Check each line of the records below and collect those holding "Hadlaubstrasse".

Saved entries
*** Block opens ***
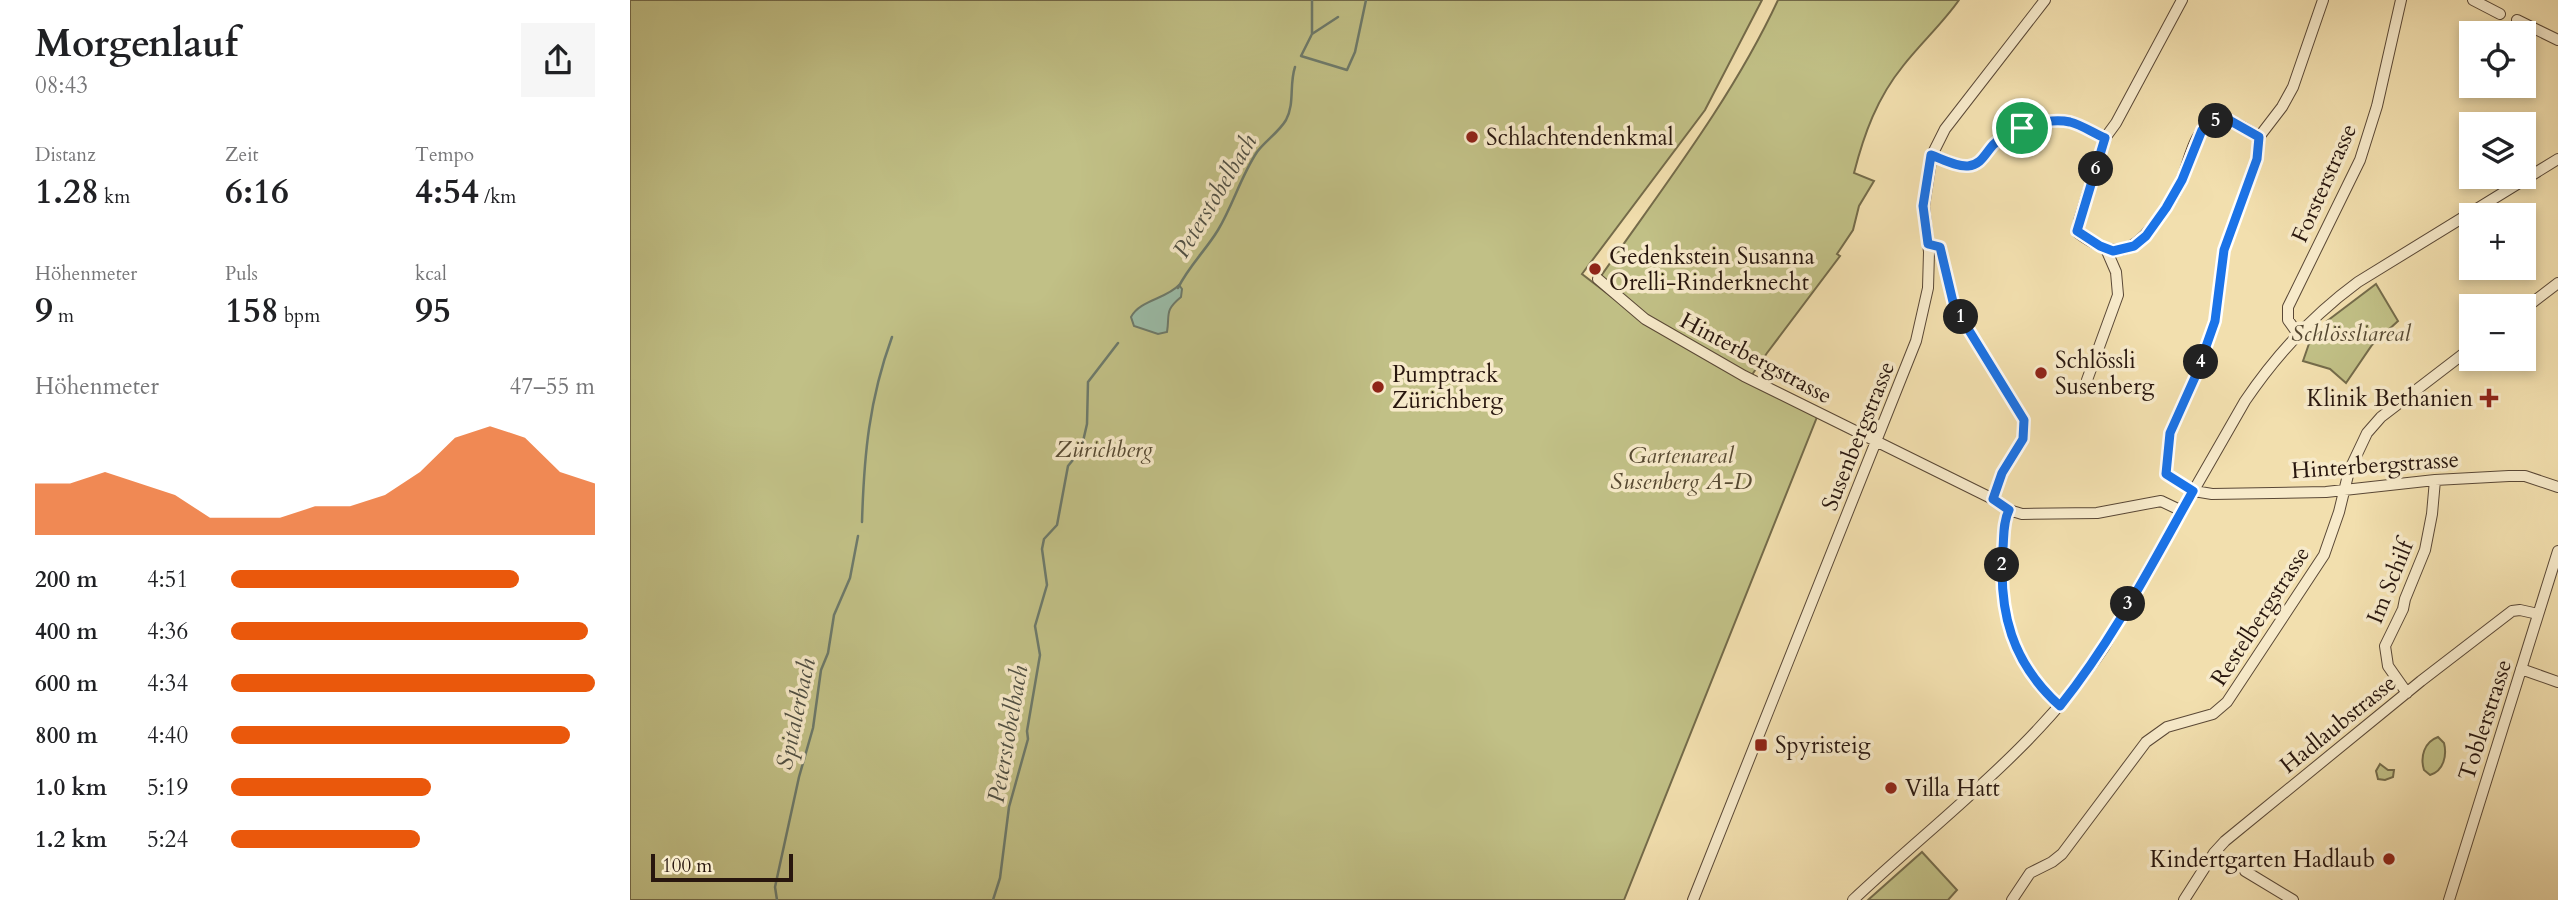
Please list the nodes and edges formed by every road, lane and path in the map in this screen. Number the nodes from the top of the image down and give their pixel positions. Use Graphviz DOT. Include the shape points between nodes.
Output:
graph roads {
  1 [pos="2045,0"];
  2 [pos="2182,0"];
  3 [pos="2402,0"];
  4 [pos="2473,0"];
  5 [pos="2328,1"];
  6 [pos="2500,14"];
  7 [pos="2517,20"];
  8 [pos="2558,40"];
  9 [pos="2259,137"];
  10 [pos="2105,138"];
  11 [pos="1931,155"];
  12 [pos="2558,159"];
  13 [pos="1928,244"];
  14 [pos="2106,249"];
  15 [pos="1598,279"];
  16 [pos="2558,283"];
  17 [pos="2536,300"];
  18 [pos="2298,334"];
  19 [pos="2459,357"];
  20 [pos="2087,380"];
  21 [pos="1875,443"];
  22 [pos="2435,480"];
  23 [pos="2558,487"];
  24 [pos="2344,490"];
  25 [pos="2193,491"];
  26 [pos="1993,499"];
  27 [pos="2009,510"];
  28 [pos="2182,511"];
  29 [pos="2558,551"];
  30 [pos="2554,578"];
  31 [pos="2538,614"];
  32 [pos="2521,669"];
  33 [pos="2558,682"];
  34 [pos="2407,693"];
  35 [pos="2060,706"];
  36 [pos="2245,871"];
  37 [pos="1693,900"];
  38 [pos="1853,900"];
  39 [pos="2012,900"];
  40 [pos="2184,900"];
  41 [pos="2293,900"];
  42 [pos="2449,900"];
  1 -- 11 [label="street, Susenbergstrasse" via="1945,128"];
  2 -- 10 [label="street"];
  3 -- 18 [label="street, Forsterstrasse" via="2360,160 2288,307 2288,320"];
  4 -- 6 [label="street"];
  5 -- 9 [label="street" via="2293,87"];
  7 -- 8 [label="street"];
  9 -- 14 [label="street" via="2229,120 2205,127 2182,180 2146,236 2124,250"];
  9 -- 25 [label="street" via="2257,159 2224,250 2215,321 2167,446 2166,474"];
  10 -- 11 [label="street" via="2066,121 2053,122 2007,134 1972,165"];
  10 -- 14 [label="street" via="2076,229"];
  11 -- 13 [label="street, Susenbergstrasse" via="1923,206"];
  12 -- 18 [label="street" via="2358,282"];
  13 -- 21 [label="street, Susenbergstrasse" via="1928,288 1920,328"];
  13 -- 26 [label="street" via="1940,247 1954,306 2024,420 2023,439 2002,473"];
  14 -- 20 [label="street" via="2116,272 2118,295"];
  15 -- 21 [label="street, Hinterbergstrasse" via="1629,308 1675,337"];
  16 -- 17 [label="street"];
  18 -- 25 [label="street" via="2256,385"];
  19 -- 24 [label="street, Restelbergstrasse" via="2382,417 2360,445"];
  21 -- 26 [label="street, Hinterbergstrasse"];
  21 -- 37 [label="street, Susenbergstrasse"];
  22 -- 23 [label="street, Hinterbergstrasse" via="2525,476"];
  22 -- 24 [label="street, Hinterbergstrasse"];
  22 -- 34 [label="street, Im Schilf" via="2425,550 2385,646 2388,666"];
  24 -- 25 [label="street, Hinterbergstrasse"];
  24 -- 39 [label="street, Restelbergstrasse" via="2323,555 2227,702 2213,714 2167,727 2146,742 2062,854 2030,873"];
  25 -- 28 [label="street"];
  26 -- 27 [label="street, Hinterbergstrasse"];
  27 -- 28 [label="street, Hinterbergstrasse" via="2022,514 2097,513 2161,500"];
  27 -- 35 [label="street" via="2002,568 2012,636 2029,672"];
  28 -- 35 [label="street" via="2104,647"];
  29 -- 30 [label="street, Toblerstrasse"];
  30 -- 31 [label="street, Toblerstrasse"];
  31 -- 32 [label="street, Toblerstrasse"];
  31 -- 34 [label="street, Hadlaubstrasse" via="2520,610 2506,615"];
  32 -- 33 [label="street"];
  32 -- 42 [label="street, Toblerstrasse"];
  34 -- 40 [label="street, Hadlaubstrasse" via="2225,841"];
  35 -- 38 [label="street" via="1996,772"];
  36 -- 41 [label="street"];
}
*** Block closes ***
| SOLUTION FOR THIS EXERCISE |
  31 -- 34 [label="street, Hadlaubstrasse" via="2520,610 2506,615"];
  34 -- 40 [label="street, Hadlaubstrasse" via="2225,841"];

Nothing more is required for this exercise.